◆ Information shown
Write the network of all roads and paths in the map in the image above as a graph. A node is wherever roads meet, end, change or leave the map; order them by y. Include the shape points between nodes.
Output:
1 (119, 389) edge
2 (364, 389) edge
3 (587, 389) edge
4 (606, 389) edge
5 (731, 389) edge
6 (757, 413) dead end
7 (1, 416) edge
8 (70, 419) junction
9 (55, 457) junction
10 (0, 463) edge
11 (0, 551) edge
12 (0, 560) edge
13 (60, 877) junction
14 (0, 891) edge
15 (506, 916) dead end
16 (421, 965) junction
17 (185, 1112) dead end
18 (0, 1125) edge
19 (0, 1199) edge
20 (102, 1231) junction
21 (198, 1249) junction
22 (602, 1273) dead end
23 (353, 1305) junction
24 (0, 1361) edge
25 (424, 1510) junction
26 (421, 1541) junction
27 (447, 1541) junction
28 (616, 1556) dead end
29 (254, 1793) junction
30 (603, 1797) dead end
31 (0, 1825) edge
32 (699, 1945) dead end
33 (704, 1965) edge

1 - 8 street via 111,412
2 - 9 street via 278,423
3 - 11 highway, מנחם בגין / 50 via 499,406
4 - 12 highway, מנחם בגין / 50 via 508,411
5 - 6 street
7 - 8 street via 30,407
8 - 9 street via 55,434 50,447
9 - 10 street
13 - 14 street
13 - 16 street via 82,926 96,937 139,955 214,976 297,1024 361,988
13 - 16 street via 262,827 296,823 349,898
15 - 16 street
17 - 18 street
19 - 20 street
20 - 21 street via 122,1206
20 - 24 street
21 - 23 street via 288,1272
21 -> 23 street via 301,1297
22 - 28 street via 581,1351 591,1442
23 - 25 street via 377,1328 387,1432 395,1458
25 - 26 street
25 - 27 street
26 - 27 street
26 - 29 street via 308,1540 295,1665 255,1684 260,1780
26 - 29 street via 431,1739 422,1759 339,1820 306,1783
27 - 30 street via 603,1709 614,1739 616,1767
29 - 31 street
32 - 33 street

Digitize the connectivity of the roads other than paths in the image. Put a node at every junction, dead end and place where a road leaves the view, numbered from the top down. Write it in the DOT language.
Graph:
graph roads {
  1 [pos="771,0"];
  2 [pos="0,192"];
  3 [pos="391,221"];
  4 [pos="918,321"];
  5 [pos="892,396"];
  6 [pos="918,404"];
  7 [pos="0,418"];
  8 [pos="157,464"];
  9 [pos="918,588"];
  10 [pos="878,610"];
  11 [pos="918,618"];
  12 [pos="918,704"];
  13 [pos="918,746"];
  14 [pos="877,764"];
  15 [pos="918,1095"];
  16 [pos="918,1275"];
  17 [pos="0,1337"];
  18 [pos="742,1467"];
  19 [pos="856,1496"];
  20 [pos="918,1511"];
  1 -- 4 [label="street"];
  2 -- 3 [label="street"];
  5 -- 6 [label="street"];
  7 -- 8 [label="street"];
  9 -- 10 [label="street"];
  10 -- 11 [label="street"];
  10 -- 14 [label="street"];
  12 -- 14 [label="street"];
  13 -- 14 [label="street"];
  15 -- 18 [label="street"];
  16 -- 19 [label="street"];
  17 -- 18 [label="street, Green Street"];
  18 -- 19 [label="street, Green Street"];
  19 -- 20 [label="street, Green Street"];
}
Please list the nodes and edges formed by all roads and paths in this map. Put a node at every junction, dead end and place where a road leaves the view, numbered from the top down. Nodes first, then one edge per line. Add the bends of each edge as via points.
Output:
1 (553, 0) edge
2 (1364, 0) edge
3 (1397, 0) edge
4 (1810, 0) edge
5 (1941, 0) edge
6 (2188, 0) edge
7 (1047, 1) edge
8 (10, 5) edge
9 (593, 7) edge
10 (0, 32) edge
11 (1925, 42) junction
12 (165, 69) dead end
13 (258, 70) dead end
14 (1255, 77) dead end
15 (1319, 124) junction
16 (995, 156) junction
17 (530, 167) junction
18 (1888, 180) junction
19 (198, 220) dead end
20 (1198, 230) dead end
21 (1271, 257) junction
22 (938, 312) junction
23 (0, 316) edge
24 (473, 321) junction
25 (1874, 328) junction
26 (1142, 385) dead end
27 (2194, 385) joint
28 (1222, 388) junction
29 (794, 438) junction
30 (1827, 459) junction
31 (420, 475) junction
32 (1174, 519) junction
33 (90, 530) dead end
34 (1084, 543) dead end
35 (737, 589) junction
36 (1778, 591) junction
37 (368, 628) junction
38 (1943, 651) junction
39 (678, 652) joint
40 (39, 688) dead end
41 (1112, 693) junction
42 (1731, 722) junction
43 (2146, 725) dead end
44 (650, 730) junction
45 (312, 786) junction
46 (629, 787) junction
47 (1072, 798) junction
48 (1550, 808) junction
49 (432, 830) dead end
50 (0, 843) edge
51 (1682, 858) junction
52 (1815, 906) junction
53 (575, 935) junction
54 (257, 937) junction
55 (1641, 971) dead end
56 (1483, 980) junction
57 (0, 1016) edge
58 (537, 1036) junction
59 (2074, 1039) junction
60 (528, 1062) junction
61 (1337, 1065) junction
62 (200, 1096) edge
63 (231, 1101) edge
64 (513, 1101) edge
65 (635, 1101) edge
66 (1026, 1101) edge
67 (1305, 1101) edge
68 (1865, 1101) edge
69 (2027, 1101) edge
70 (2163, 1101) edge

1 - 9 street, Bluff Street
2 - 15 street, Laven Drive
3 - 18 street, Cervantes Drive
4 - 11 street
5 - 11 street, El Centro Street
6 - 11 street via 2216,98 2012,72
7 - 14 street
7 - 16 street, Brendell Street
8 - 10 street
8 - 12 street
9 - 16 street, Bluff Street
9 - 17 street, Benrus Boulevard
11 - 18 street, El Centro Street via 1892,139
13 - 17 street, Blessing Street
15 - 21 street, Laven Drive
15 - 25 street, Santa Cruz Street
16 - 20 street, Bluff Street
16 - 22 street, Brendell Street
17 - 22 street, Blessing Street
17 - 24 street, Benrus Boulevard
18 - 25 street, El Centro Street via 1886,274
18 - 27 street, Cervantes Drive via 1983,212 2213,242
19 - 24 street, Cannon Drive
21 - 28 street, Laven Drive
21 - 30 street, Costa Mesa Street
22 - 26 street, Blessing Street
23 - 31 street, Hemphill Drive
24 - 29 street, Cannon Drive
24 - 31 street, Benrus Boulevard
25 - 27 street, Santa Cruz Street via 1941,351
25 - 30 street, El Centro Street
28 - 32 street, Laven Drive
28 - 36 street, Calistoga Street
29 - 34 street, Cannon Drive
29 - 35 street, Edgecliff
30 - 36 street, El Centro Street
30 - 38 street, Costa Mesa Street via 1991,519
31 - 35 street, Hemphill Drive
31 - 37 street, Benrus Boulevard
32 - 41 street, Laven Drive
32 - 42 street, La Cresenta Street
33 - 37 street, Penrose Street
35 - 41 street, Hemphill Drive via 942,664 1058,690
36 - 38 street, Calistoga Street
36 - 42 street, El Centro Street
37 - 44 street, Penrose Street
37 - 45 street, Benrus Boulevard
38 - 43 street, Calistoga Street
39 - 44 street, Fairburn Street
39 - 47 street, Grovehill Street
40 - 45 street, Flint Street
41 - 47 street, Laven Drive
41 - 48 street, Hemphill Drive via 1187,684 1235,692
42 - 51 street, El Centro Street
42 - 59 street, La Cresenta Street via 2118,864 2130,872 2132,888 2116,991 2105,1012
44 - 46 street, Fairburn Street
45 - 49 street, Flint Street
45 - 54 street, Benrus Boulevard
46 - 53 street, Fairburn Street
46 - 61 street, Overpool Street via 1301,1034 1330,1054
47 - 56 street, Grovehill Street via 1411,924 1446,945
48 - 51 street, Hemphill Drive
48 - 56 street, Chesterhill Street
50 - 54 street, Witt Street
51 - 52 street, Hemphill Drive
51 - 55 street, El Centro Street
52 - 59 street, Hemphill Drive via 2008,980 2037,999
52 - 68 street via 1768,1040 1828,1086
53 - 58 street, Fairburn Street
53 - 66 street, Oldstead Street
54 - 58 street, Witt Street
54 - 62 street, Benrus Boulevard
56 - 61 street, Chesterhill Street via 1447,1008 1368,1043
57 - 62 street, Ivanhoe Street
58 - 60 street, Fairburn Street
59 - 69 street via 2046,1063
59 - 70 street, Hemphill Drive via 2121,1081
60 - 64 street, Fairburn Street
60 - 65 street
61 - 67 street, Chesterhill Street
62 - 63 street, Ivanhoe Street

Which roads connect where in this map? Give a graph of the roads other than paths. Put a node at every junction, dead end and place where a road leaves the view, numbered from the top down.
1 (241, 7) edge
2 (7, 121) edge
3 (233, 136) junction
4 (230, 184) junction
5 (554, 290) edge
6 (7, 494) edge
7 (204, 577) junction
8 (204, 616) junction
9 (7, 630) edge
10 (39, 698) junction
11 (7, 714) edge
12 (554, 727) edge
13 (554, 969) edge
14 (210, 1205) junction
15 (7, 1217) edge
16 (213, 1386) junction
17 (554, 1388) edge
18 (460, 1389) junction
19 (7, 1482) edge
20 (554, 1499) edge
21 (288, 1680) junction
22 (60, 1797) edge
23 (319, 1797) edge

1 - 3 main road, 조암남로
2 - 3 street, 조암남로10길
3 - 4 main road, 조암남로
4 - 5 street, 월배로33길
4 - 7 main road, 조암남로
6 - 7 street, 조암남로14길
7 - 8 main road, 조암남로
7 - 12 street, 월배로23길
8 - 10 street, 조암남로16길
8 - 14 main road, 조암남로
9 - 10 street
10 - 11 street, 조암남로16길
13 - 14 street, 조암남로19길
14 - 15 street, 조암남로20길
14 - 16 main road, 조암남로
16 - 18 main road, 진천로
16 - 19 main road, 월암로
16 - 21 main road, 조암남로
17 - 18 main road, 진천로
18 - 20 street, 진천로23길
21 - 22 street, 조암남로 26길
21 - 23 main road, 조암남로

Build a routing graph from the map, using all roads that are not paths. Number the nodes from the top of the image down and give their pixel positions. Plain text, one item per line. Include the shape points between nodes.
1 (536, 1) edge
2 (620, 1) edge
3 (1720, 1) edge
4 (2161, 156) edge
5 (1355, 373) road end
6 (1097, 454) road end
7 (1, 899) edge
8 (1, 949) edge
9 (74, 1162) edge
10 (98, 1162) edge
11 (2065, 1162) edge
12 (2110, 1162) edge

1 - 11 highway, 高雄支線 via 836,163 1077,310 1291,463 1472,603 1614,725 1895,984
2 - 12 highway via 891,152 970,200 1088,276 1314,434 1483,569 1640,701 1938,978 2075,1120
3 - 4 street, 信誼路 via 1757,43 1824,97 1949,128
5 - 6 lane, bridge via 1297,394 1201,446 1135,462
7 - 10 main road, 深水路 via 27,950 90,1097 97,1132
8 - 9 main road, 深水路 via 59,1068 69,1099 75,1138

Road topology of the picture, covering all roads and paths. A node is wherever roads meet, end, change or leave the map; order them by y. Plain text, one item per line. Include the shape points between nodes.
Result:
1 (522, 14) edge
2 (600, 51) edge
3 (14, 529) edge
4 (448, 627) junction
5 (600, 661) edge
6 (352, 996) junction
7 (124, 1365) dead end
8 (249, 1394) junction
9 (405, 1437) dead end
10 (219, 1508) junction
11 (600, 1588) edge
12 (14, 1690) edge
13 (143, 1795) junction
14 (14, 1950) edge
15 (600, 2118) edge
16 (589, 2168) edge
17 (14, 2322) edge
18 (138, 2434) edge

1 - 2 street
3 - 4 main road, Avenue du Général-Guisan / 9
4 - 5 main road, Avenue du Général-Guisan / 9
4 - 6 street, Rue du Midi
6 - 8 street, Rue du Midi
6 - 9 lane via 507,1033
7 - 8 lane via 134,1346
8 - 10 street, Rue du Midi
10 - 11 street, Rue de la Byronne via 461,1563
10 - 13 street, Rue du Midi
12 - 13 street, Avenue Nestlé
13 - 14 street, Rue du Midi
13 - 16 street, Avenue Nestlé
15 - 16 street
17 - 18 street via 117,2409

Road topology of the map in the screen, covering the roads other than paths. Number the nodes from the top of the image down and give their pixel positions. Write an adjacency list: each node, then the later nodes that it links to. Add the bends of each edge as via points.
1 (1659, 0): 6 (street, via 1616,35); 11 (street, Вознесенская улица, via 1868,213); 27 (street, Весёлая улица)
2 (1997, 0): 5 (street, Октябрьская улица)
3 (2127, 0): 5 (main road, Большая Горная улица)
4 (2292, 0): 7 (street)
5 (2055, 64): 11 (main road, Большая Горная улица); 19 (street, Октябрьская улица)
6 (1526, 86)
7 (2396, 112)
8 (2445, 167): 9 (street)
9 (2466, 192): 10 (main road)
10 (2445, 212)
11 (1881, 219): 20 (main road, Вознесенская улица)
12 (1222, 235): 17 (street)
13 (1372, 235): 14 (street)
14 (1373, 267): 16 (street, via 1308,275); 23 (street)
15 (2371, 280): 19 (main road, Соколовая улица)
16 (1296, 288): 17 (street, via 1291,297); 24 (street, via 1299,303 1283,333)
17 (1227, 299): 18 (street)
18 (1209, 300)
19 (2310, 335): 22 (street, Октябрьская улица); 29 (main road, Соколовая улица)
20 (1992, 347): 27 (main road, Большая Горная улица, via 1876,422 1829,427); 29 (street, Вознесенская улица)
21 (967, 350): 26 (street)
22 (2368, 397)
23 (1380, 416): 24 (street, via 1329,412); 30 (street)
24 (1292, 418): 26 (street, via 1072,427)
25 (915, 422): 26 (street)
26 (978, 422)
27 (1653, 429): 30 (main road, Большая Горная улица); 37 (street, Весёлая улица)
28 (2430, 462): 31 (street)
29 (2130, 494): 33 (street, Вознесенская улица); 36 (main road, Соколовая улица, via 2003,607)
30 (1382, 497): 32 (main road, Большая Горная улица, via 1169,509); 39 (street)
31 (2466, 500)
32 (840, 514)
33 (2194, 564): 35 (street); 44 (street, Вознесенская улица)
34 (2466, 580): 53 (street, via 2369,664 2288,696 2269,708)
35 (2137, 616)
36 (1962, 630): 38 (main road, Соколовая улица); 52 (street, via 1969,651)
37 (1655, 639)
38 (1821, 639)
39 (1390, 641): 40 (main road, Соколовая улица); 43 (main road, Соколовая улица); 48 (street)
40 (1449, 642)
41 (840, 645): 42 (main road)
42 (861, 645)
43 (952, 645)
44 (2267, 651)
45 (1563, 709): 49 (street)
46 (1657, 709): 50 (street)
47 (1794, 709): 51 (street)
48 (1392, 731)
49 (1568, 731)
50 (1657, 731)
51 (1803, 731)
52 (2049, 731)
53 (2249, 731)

◆ Task to carry out
Search the entries above for the string "Blessing". Copy each line that holds it.

◆ Solution to this problem
13 - 17 street, Blessing Street
17 - 22 street, Blessing Street
22 - 26 street, Blessing Street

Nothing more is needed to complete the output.